University launches new Wind Energy Research Station at UMore Park

Contacts:

Julie Bodurtha, UMore Park, jgb@umn.edu, (612) 626-8431

Rhonda Zurn, College of Science and Engineering, rzurn@umn.edu, (612) 626-7959

Preston Smith, University News Services, smith@umn.edu, (612) 625-0552

Media note: A special media tour of the wind turbine is available upon request on Monday, Oct. 24, 11 a.m.-noon. Contact Julie Bodurtha at jgb@umn.edu or Rhonda Zurn at rzurn@umn.edu to make arrangements.

A time-lapse video of the wind turbine construction is available at http://z.umn.edu/ turbinetimelapse.

Wind energy consortium is one of only three in the nation

MINNEAPOLIS / ST. PAUL (10/19/11) – U.S. Department of Energy officials, energy industry partners, wind energy researchers, political leaders, University administrators, and hundreds of local school children will watch the ceremonial “flip of the switch” to start up a wind turbine at the University of Minnesota’s new Wind Energy Research Station at UMore Park. The turbine tower is 263 feet tall. The height of the turbine from the base of the tower to the tip of the blade is about 415 feet. 

The public commissioning ceremony is Tuesday, Oct. 25, 2:30-4:30 p.m. at the Wind Energy Research Station on the eastern edge of the UMore Park property in Rosemount, Minn., a 5,000-acre University-owned property in Dakota County (approximately 25 miles southeast of the Twin Cities campus). The event is free and open to the public, but registration is recommended. To register and for directions to the site, visit www.eolos.umn.edu/rsvp.

Following the formal ceremony, guests will be invited to take a self-guided walking tour of the facilities, including the new wind turbine and a 426-foot meteorological research tower. On display will be a wide range of exhibits on University wind research, local educational opportunities in renewable energy careers, state-of-the art research technology, and plans for a sustainable community at UMore Park.

The University of Minnesota was one of three university consortia to be awarded a U.S. Department of Energy (DOE) wind energy research grant in 2009. The $7.9 million award to the University’s St.

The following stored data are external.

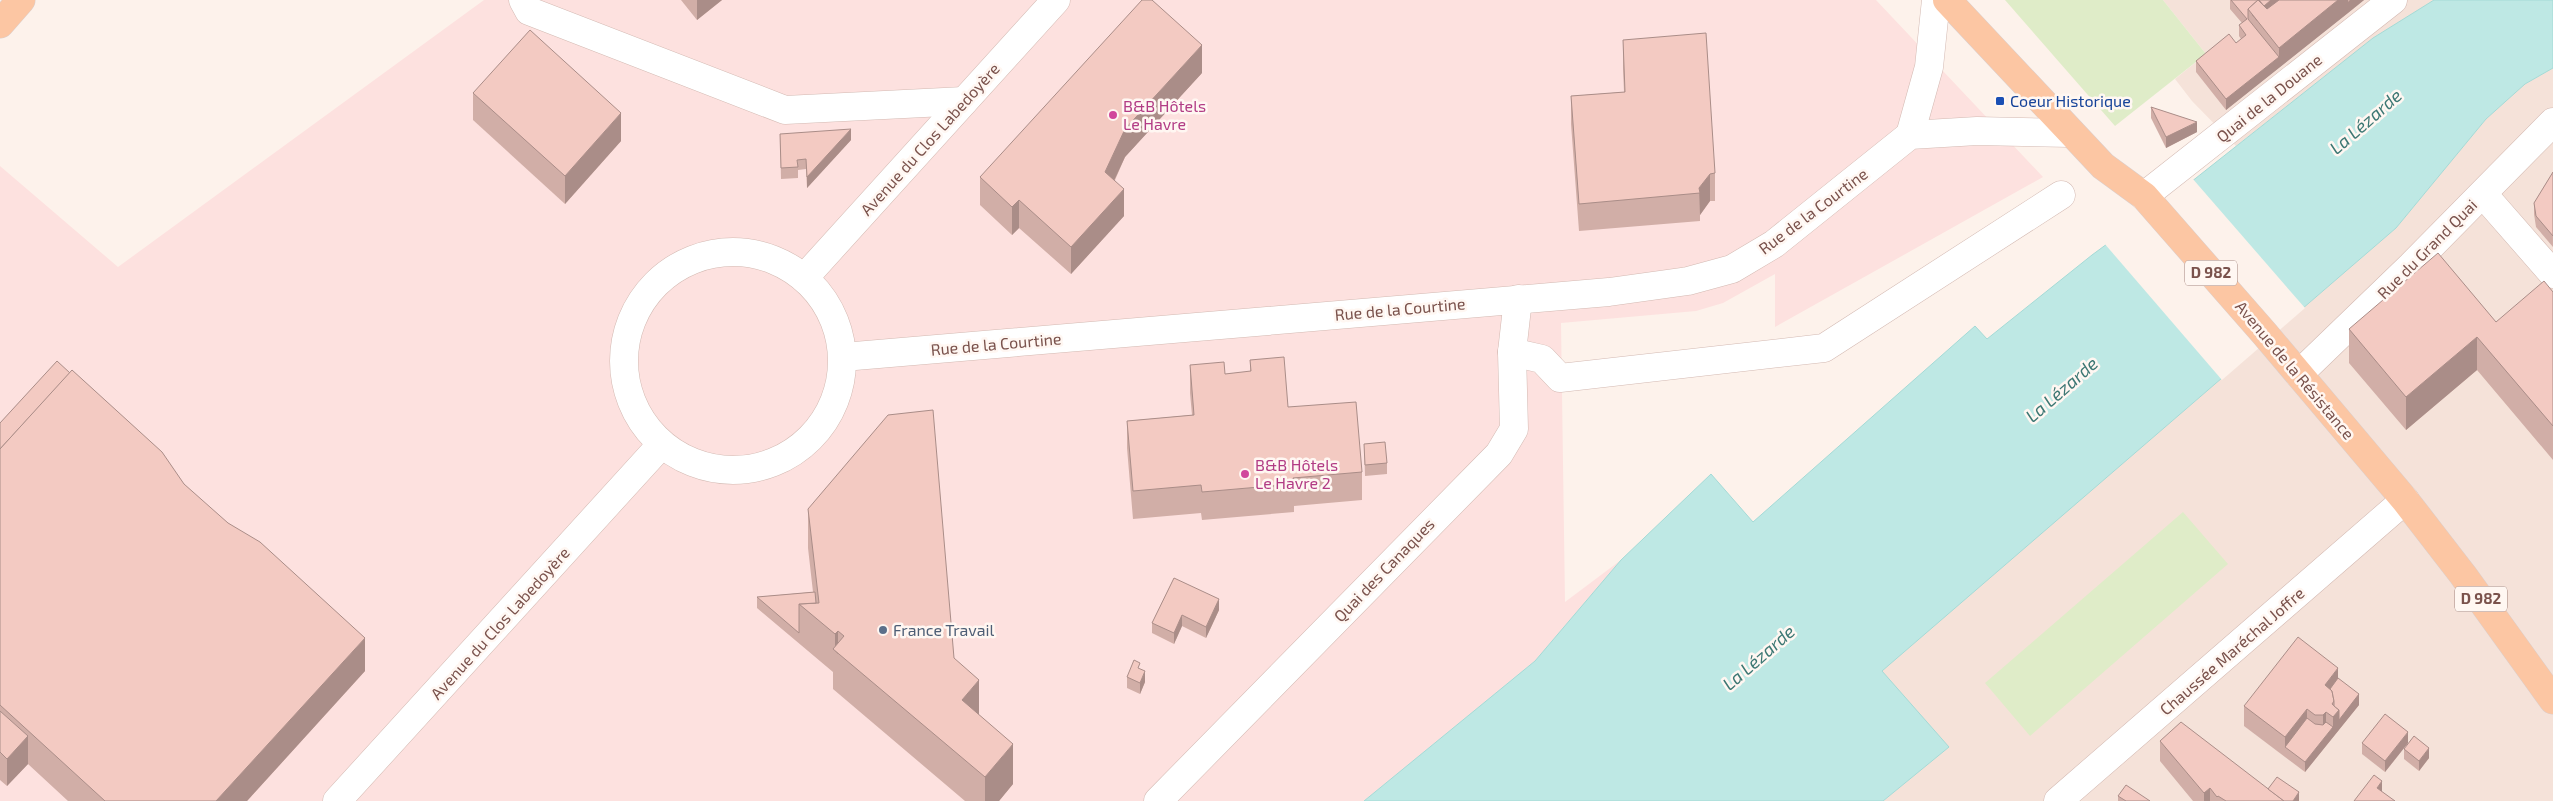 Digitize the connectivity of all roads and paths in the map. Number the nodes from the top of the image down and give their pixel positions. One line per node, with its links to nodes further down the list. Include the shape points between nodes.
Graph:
1 (21, 0): 7 (main road)
2 (523, 0): 8 (street, via 529,11 784,110)
3 (1056, 0): 8 (street, Avenue du Clos Labedoyère)
4 (1936, 0): 11 (street, via 1929,67)
5 (1947, 0): 10 (main road, Avenue de la Résistance / D 982)
6 (2393, 0): 14 (street, Quai de la Douane)
7 (0, 24)
8 (964, 100): 16 (street, Avenue du Clos Labedoyère)
9 (2553, 122): 12 (street, Rue du Grand Quai)
10 (2070, 133): 11 (street, via 1976,131); 14 (main road, Avenue de la Résistance / D 982, via 2103,166)
11 (1910, 135): 17 (street, Rue de la Courtine, via 1774,244 1732,269 1688,281 1626,290)
12 (2483, 194): 15 (street); 20 (street, Rue du Grand Quai)
13 (2061, 195): 18 (street, via 1824,348 1560,378 1542,359)
14 (2144, 196): 20 (main road, Avenue de la Résistance / D 982)
15 (2553, 274)
16 (804, 278): 19 (street, via 827,305 838,330); 21 (street, via 774,259 738,252 701,256 667,273 647,293 629,326 623,364 631,401 640,420)
17 (1518, 298): 18 (street, Quai des Canaques); 19 (street, Rue de la Courtine)
18 (1512, 352): 25 (street, Quai des Canaques, via 1514,429 1499,454)
19 (843, 357): 21 (street, via 840,385 832,408 809,440 778,461 743,471 704,468)
20 (2299, 374): 22 (main road, Avenue de la Résistance / D 982)
21 (661, 445): 24 (street, Avenue du Clos Labedoyère)
22 (2405, 500): 23 (main road, Avenue de la Résistance / D 982); 26 (street, Chaussée Maréchal Joffre)
23 (2553, 700)
24 (337, 801)
25 (1158, 801)
26 (2058, 801)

Anthony Falls Laboratory in the College of Science and Engineering, funded through the American Recovery and Reinvestment Act (ARRA), supports an academy-industry consortium focused on wind energy research and education activities. It also includes construction of the U.S.-made 2.5 megawatt Clipper Liberty wind turbine. The Wind Energy Research Station will host not only active consortium research, but also education and training of next generation wind industry workers.

“This new Wind Energy Research Station is about promoting research collaborations between academia and industry to improve wind energy efficiency and reliability,” said Fotis Sotiropoulos, director of the St. Anthony Falls Lab and consortium leader. “An impressive array of consortium partners have come together to make this happen. This is about helping the nation reach the goal of producing 20 percent electricity from wind by 2030 through cutting-edge research and work force training.”

The consortium has stimulated new educational initiatives and helped establish collaborative research projects that are leading to acceleration of new wind power technologies. Ongoing research projects deal with capturing more energy from the wind, improving wind farm design, minimizing turbine impact on radar, reducing turbine noise, preventing ice build-up on blades, monitoring turbine performance, and improving turbine blade structure. The facility is equipped with state-of-the-art instruments and sensors to simultaneously measure the approach wind fields and the impact they have on the turbine structural reliability and wind energy capturing ability.

Consortium partners include the University of Minnesota-Twin Cities, Center for Compact and Efficient Fluid Power, Syracuse University, Dakota County Technical College, Mesabi Range Community and Technical College, 3M, Barr Engineering, Clipper Windpower LLC., United Technologies Research Center, Lockheed Martin, Micron Optics, Ryan Companies, WindLogics, Xcel Energy, Sandia National Laboratories, and the National Renewable Energy Laboratory. The University of Minnesota’s Initiative for Renewable Energy and the Environment (IREE) and UMore Park provided early-stage research funding to support consortium collaborations.